なお、土地の評価は相続税に慣れた税理士でも難しく、土地の個別性・不動産関連の法律・権利関係の3つのポイントを考慮する必要があります。
土地の個別性
たとえば次のような土地では、利便性や利用価値が低いため土地の評価額が低くなります。
|
土地の評価減、つまり相続税の減額につながる要素は非常に多く、1つも見落とさずに計算することは困難です。したがって、税理士に情報を伝えきれていなかった場合はもちろん、相続税にあまり慣れていない税理士に依頼した場合には、これらの評価減の見落としが生じることもあります。
医師のセカンドオピニオン同様に、評価減につながる要素の考慮が漏れていないか、別の税理士に意見を求めるケースもあります。
なお、宅地の中でも以下に該当するケースでは、通常の土地と比べて利用価値が著しく低いと考えられるため、土地の評価額を10%減額することができます。
|
たとえば、道路よりも高いまたは低い場所にある宅地は使い勝手が良くないため、土地の評価額が下がり、相続税も安くなります。また、線路の近くの宅地で「騒音」問題があったり、は動物園やゴミ焼却場に隣接する宅地で「臭気」が問題になっているケース、墓地に隣接しているケースなどです。

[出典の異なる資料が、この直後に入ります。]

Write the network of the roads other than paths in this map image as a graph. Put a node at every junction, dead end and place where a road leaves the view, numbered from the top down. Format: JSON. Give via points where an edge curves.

このような事情は、登記簿など、単に書類を見ただけで把握できるものではありません。相続人の方からお話しを伺ったり、また、実際に土地を見に行かなければ把握できるものでもありません。
つまり、評価の減額につながるこれらの要素を考慮するには、土地だけでなく周囲の状況まで考慮しなければなりません。

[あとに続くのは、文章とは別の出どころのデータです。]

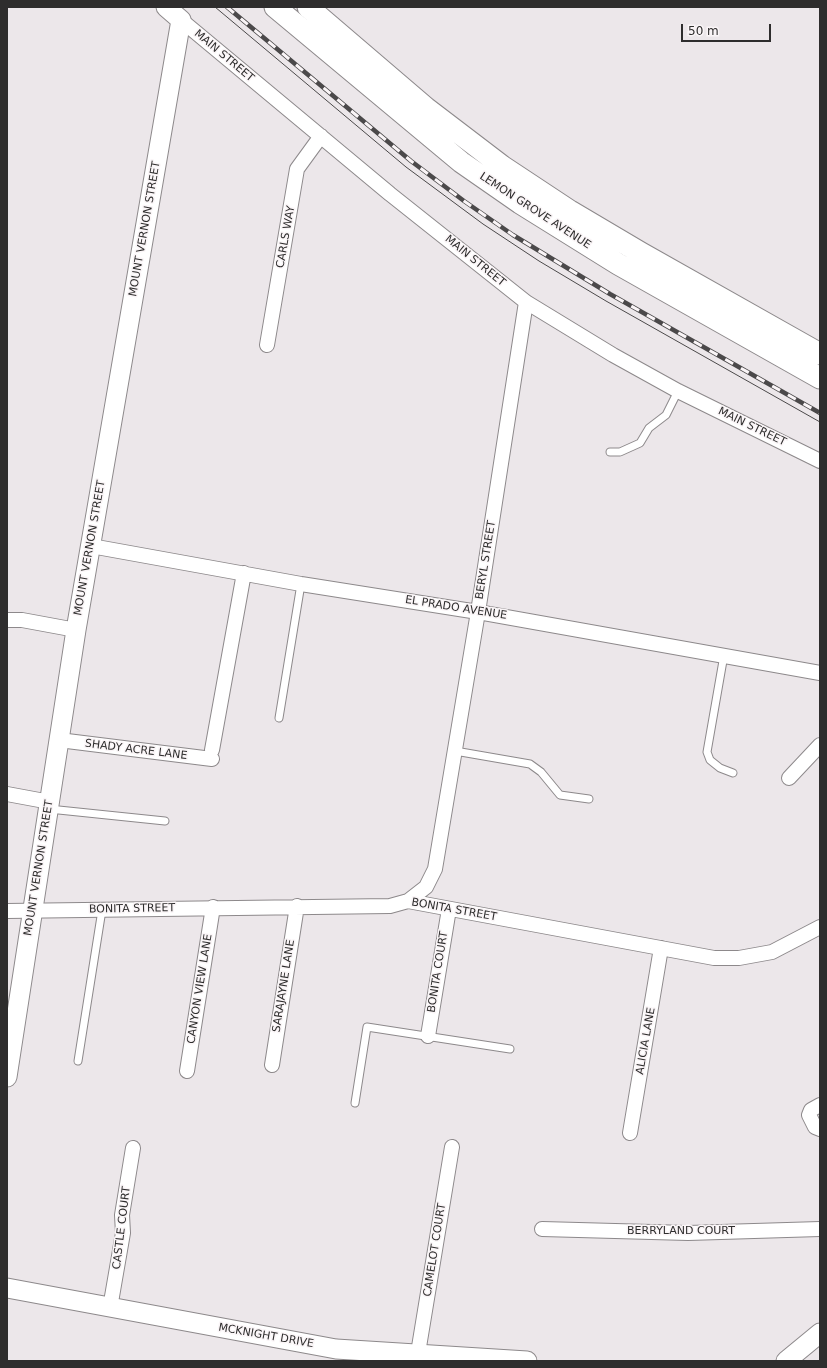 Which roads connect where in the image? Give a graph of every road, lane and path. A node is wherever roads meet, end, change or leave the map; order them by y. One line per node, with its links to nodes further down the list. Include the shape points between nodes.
1 (166, 7): 4 (street, MAIN STREET)
2 (275, 7): 7 (main road, LEMON GROVE AVENUE, via 461,162 575,238)
3 (308, 7): 6 (main road, LEMON GROVE AVENUE, via 426,108 502,166 570,211)
4 (181, 20): 5 (street, MAIN STREET); 15 (street, MOUNT VERNON STREET)
5 (321, 136): 8 (street, MAIN STREET); 9 (street, CARLS WAY, via 297,169)
6 (691, 281): 7 (main road); 10 (main road, LEMON GROVE AVENUE)
7 (682, 300): 11 (main road, LEMON GROVE AVENUE)
8 (526, 302): 12 (street, MAIN STREET); 18 (street, BERYL STREET)
9 (267, 345)
10 (820, 354)
11 (820, 378)
12 (678, 391): 13 (lane, via 666,414 649,428 640,443 620,452); 14 (street, MAIN STREET)
13 (610, 452)
14 (820, 461)
15 (91, 546): 16 (street, EL PRADO AVENUE); 20 (street, MOUNT VERNON STREET)
16 (244, 573): 17 (street, EL PRADO AVENUE); 24 (street, SHADY ACRE LANE, via 212,755)
17 (301, 584): 18 (street, EL PRADO AVENUE); 23 (lane)
18 (478, 612): 21 (street, EL PRADO AVENUE); 26 (street, BERYL STREET)
19 (7, 620): 20 (street, via 22,620)
20 (76, 630): 24 (street, MOUNT VERNON STREET)
21 (724, 655): 22 (street, EL PRADO AVENUE); 27 (lane, via 707,752 710,760 720,768)
22 (820, 673)
23 (279, 718)
24 (59, 740): 31 (street, MOUNT VERNON STREET)
25 (820, 745): 28 (street)
26 (455, 751): 30 (lane, via 530,764 541,772 560,795); 33 (street, BERYL STREET, via 435,869 426,887)
27 (733, 773)
28 (789, 778)
29 (7, 794): 31 (street)
30 (589, 799)
31 (49, 805): 32 (lane); 39 (street, MOUNT VERNON STREET)
32 (165, 821)
33 (408, 901): 34 (street, BONITA STREET, via 390,906); 36 (street, BONITA STREET)
34 (296, 906): 35 (street, BONITA STREET); 45 (street, SARAJAYNE LANE)
35 (213, 908): 37 (street, BONITA STREET); 46 (street, CANYON VIEW LANE)
36 (449, 909): 41 (street, BONITA STREET); 42 (street, BONITA COURT)
37 (102, 910): 39 (street, BONITA STREET); 44 (lane)
38 (7, 911): 39 (street, BONITA STREET)
39 (33, 911): 47 (street, MOUNT VERNON STREET)
40 (820, 927): 41 (street, BONITA STREET, via 772,952 739,958 714,958)
41 (661, 948): 51 (street, ALICIA LANE)
42 (428, 1036): 43 (lane); 48 (lane, via 367,1027)
43 (510, 1049)
44 (78, 1061)
45 (272, 1065)
46 (187, 1071)
47 (7, 1078)
48 (355, 1103)
49 (820, 1105): 50 (street, via 811,1110 809,1115 815,1127)
50 (820, 1129)
51 (630, 1133)
52 (452, 1147): 59 (street, CAMELOT COURT)
53 (133, 1148): 57 (street, CASTLE COURT, via 122,1215 123,1233)
54 (542, 1229): 55 (street, BERRYLAND COURT, via 688,1233)
55 (820, 1229)
56 (7, 1288): 57 (street, MCKNIGHT DRIVE)
57 (110, 1308): 59 (street, MCKNIGHT DRIVE, via 336,1349)
58 (820, 1333): 61 (street)
59 (418, 1353): 60 (street, MCKNIGHT DRIVE)
60 (527, 1361)
61 (786, 1361)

税理士によっては、工数削減のため、書類上の土地の面積や形だけ見て、杓子定規な考え方で相続税を計算し、減額を行っていないケースもあります。
なぜなら、相続税を多く納める分には税務署は文句を言ってこないためであり、加えて、そもそも土地の実地調査などをサポート範囲に含めていないケースも少なくないからです。
また、どのような土地が10%の減額の対象なのか明確な基準がないだけに、税理士によって判断が分かれることも少なくありません。
遺産に土地が含まれる場合、評価額を減額できる規定を適用して還付を受けられることもありますので、相続税に詳しい税理士に相談することをお勧めします。
不動産関連の法律
土地の相続税評価額を計算するときには、不動産関連の法律知識も必要です。
たとえば次のような法律の規定が相続税の計算に影響します。
|
土地がある場所や用途によっては上記の法律の規制を受けます。
これらの規制が行われている土地は、使いにくかったり売却しにくいことが多く、相続税の計算で評価額が減額されるケースも少なくありません。
どこの土地がどの法律の規制対象になるかか確認を行わなければ、相続税の計算で減額を行うことはできません。
ただし、これらの法律は税理士の扱う法律ではなく、また、自治体の条例も加味しなければならないことから、これらの規定が漏れてしまっているケースがあります。これらのの考慮が漏れていた場合には還付を受けられる可能性があります。
権利関係
借地権などの権利関係も、土地の相続税評価額の計算に影響する要素の1つです。
たとえば同じ土地でも、自宅を建てている場合と、アパートなど賃貸物件を建てている場合では土地の評価額が変わります。
また、高圧電線の下の土地も、電力会社に一定の権限を認める契約を結んで建築制限を受けているため評価額が下がることがあります。
このような土地を相続した方は、権利関係が適切に考慮されていたかを相続税に詳しい税理士に相談すると良いでしょう。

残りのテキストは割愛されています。